Nugent Brasher is a Petroleum Geologist based in the area of Glenwood, NM. For the last two decades (at least) he's devoted vast amounts of energy to puzzling out the exact path that Coronado followed in 1540 in departing Mexico and approaching Hawikku, near Zuni - the first of the seven cities of Cíbola. He has strong opinions, but his opinions are solidly grounded in scientific fact.

In order to do this work, Brasher ranged across the landscape and followed the nearly-lost path north from Mexico. He learned bureaucratic 16th-Century Spanish in order to read the expedition's journals himself, minimizing the possibility of bad translations corrupting his understanding. He relied heavily on expert understanding of Spanish metalworking in order to identify occasional fragments he found with metal detectors. Nearly 500 years had passed since Coronado passed through, so debris from the expedition has had plenty of time to be moved, rearranged, buried out of range of metal detectors, or scavenged, and the landscape has changed in some ways too. Every tool available to the geological researcher, he utilized.

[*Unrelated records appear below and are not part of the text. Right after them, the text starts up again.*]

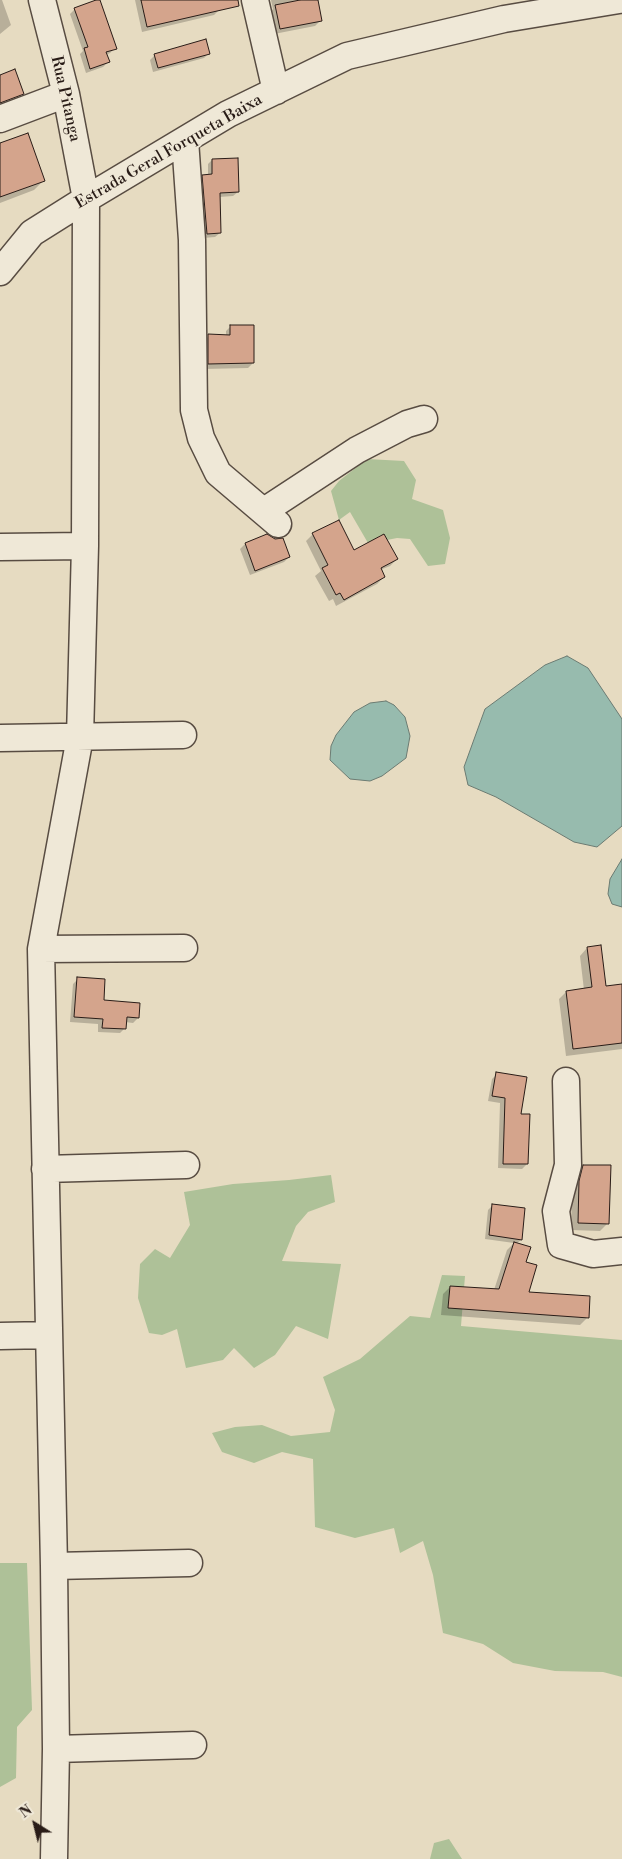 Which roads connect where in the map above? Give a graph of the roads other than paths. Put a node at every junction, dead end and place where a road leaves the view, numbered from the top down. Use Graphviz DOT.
graph roads {
  1 [pos="42,0"];
  2 [pos="255,0"];
  3 [pos="619,0"];
  4 [pos="276,91"];
  5 [pos="66,94"];
  6 [pos="0,119"];
  7 [pos="185,140"];
  8 [pos="86,199"];
  9 [pos="0,272"];
  10 [pos="424,420"];
  11 [pos="85,546"];
  12 [pos="0,547"];
  13 [pos="183,736"];
  14 [pos="80,737"];
  15 [pos="0,738"];
  16 [pos="184,948"];
  17 [pos="41,949"];
  18 [pos="566,1081"];
  19 [pos="186,1165"];
  20 [pos="46,1169"];
  21 [pos="622,1251"];
  22 [pos="49,1335"];
  23 [pos="0,1336"];
  24 [pos="189,1563"];
  25 [pos="54,1566"];
  26 [pos="193,1745"];
  27 [pos="56,1749"];
  28 [pos="54,1859"];
  1 -- 5 [label="street, Rua Pitanga"];
  2 -- 4 [label="street"];
  3 -- 4 [label="street, Estrada Geral Forqueta Baixa"];
  4 -- 7 [label="street, Estrada Geral Forqueta Baixa"];
  5 -- 6 [label="street"];
  5 -- 8 [label="street, Rua Pitanga"];
  7 -- 8 [label="street, Estrada Geral Forqueta Baixa"];
  7 -- 10 [label="street"];
  8 -- 9 [label="street, Estrada Geral Forqueta Baixa"];
  8 -- 11 [label="street, Rua Pitanga"];
  11 -- 12 [label="street"];
  11 -- 14 [label="street, Rua Pitanga"];
  13 -- 14 [label="street"];
  14 -- 15 [label="street"];
  14 -- 17 [label="street, Rua Pitanga"];
  16 -- 17 [label="street"];
  17 -- 20 [label="street, Rua Pitanga"];
  18 -- 21 [label="street"];
  19 -- 20 [label="street"];
  20 -- 22 [label="street, Rua Pitanga"];
  22 -- 23 [label="street"];
  22 -- 25 [label="street, Rua Pitanga"];
  24 -- 25 [label="street"];
  25 -- 27 [label="street, Rua Pitanga"];
  26 -- 27 [label="street"];
  27 -- 28 [label="street, Rua Pitanga"];
} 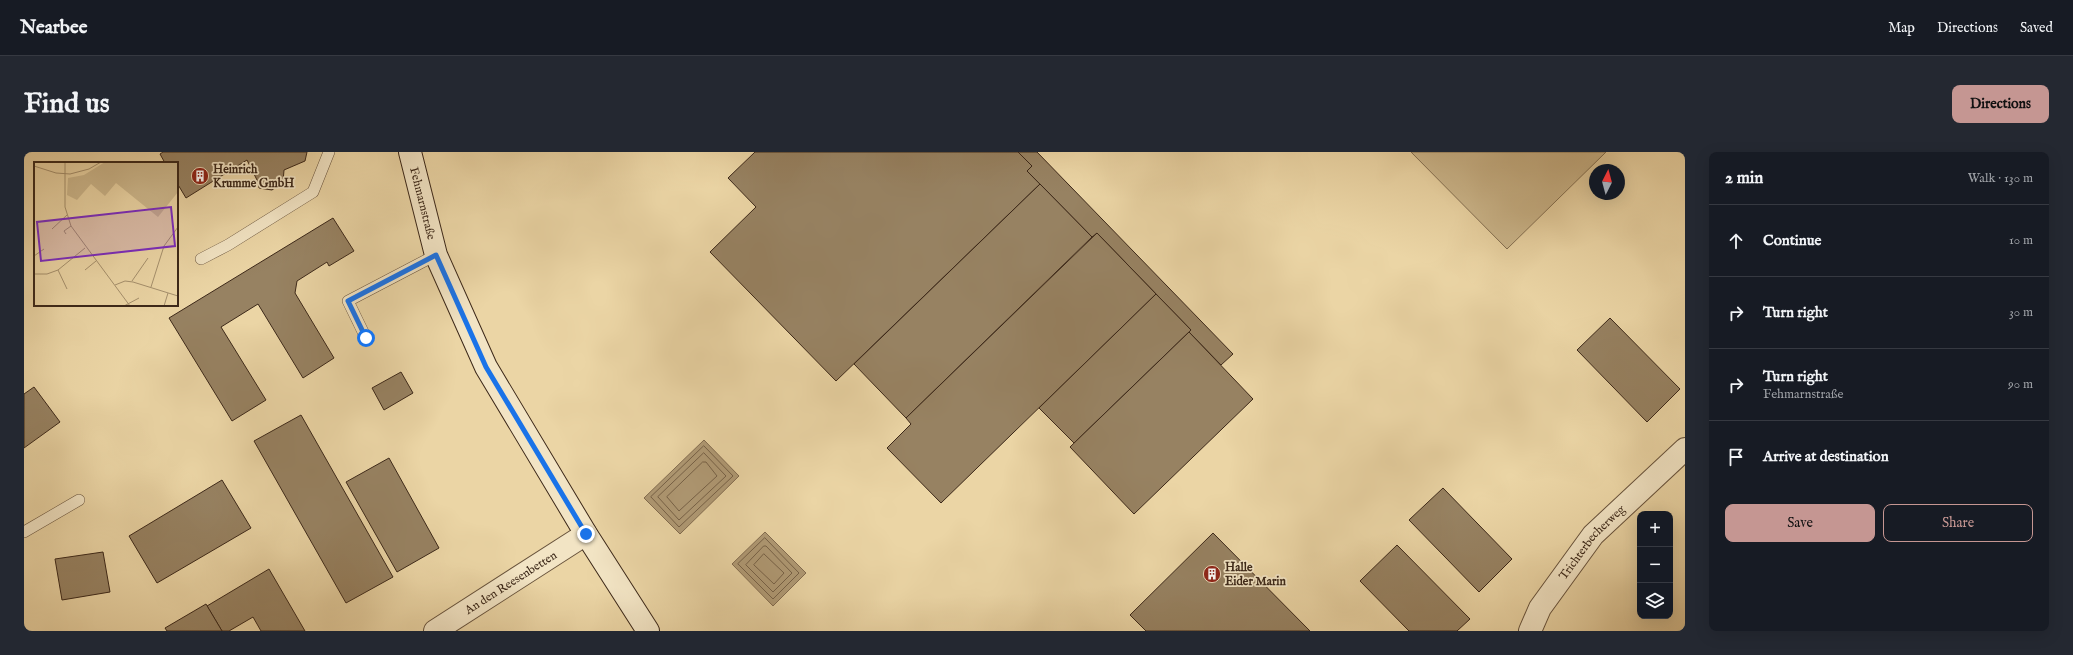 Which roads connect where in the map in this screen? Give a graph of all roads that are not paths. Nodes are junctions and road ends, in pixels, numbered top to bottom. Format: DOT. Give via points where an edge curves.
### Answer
graph roads {
  1 [pos="328,152"];
  2 [pos="410,152"];
  3 [pos="436,255"];
  4 [pos="201,259"];
  5 [pos="366,338"];
  6 [pos="1685,449"];
  7 [pos="80,500"];
  8 [pos="24,532"];
  9 [pos="586,534"];
  10 [pos="435,631"];
  11 [pos="648,631"];
  12 [pos="1530,631"];
  1 -- 4 [label="lane" via="313,192"];
  2 -- 3 [label="street, Fehmarnstraße"];
  3 -- 5 [label="lane" via="348,301"];
  3 -- 9 [label="street, Fehmarnstraße" via="486,367"];
  6 -- 12 [label="street, Trichterbecherweg" via="1593,534 1540,608"];
  7 -- 8 [label="lane"];
  9 -- 10 [label="street, An den Reesenbetten"];
  9 -- 11 [label="street, Fehmarnstraße"];
}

I've posted about Brasher before. I was thunderstruck by his 2007 report identifying Kuykendall Ruins in southeast Arizona as the site of Chichilticale, the long-sought, near-legendary Red House of Coronado's expedition, with Chichilticale Pass identified as Apache Pass - location of Ft. Bowie.

Brasher placed Coronado's path farther east than many had thought it to be, and often not in Arizona at all, but in New Mexico. The availability of water was the driving factor. Many proposed Arizona paths just didn't have enough water to supply such a large expedition.

This article focuses on the last leg of the journey to Hawikku - Carrizo Wash and the extinct Garcia Wash, very close to the AZ-NM state line. Brasher notes that Coronado likely used a level plateau (near the location of the modern Springerville Generating Station) as a convenient highway on the laborious journey north. Brasher writes:
From Cow Springs the landscape dictates the route - a narrow, level basalt plateau extends north from the springs for about twenty miles, offering pedestrians a high, flat, clear, straight passage through otherwise difficult country. Seasonal lakes provided camp locations along the plateau. Historic travelers dropping off the north end of the basalt plateau found lush Gallegos Well, a good environment for a camp. From there the trail continued northward for only a short distance before reaching Carrizo Valley, with its numerous springs, and a wash through which flowed red muddy water after rainfall.

It's very difficult to find old Spanish metal artifacts. The exposed ground surface back then is not the same as today's ground surface. Great care has to be employed before deploying the metal detectors and making laborious searches. Nevertheless, Brasher and crew did succeed in finding several artifacts, including an intriguing lead figurine. Lead isotope ratios were used to pin the figurine's origin to Santander, Spain, from which four expedition members were known to have hailed.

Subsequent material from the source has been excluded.